Is the EU a “Community”? Forum shopping and database rights

Football Dataco and The Scottish Premier League are presently locked in litigation against Sportrader GmbH (a German company) and Sportrader AG (a Swiss company).  The claimants, amongst other things, assert database rights in Football Live, a compilation of data about football matches in progress, collected mainly by ex-professional footballers on a freelance basis at relevant matches (truly a case of combining business with pleasure!).  The defendants operate a service called “Sport Live Data” via betrader.com which provides live scores, results and other statistics, including UK football matches.  The claimants say that the defendants are taking their data from Football Live without permission.  This is denied.
 
In an interesting UK High Court decision by Justice Floyd handed down last week, the Court rejected the defendants’ jurisdictional challenge.  The defendants had claimed that the case should be heard in Germany, not the United Kingdom.  As the Court put it:  “On 23rd April 2010 the claimants commenced the present proceedings.  By way of retaliation and in an admittedly forum shopping exercise, on 14th July GmbH alone commenced proceedings against the claimants in the Landgericht, Gera claiming negative declarations that its activities did not infringe any intellectual property rights…“.
 
However, given that the Database Directive (96/9/EC) is commonly known as the “EU Database Directive”, how can this argument even have arisen? 
 
Well, it’s a telling reminder that the Directive does not, in fact, create a Community wide right.  Both copyright and database rights created by implementation of the Directive are national rights even though each right has the same scope in each Member State.  Thus, for instance, in the present case there is a UK database right and a corresponding German database right.

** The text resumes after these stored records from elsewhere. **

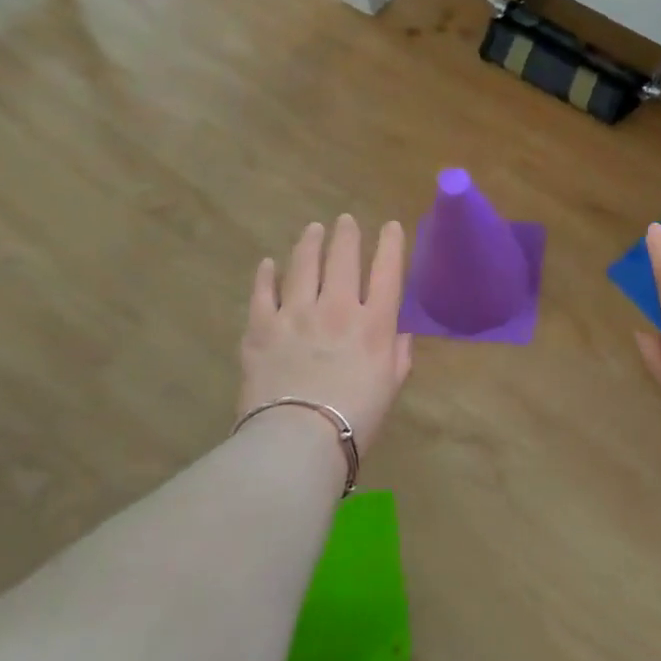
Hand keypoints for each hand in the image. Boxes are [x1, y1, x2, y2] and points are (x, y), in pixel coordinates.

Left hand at [239, 215, 413, 455]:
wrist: (298, 439)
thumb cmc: (356, 419)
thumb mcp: (391, 387)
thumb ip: (399, 354)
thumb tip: (399, 332)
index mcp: (374, 324)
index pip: (387, 271)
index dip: (390, 244)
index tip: (390, 226)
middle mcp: (337, 308)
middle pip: (343, 259)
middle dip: (346, 235)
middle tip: (345, 220)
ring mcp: (295, 313)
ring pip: (303, 265)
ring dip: (309, 243)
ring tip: (313, 229)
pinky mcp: (261, 327)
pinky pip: (263, 292)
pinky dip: (266, 275)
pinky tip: (268, 264)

It follows that traditional conflicts principles will apply in testing whether or not the United Kingdom is an appropriate forum for the case.  Here, the defendants tried but failed to argue that their activities had no relevant relationship to the UK.   The defendants accepted their activities were carried out abroad, in Germany, Austria (where their server was located), and in Holland (where their back-up server is), but not in the UK.  The Court was not persuaded by this.  It was plain, so the Court found, that the defendants were in the business of providing live scores, results and statistics relating to football to customers, including those in the UK.

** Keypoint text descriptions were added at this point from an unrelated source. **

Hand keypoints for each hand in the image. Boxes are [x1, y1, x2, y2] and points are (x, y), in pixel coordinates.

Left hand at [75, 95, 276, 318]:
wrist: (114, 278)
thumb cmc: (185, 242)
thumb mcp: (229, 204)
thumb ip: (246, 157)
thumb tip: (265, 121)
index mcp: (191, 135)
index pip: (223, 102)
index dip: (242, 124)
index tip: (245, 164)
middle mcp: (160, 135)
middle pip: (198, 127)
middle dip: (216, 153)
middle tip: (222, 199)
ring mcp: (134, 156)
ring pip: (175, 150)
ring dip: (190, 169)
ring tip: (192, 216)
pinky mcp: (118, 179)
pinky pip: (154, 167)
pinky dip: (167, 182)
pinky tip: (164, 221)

Whilst this decision has disposed of the jurisdictional challenge, there remains the substance of the appeal itself.    The main point has been referred to the Court of Justice of the European Union.  For those interested in the technicalities of Article 7 of the Database Directive, it seems we will soon have an answer to what “extraction” and “re-utilization” really mean.  These terms are pivotal to the definition of infringement in the Database Directive: “to prevent extraction and/or re-utilization of the whole or of a substantial part, evaluated qualitatively and/or quantitatively, of the contents of that database.”
 
The claimants say that these terms are satisfied by the acts of (a) hosting the website; and (b) UK users accessing it.  The defendants claim that such acts only occur from where the data emanates. 
 
In referring this question, the Justice Floyd observed that the trial judge was attracted to the defendants’ emission theory.  If that is the case, it contrasts to defamation law, which has held in jurisdictions around the world that one should have regard to the “receipt” of a defamatory e-mail message or bulletin board posting, and each display of a defamatory web, in each case as a separate publication, in respect of which a distinct cause of action potentially arises: see M J Collins, the Law of Defamation and the Internet, 3rd Edition, 5.24.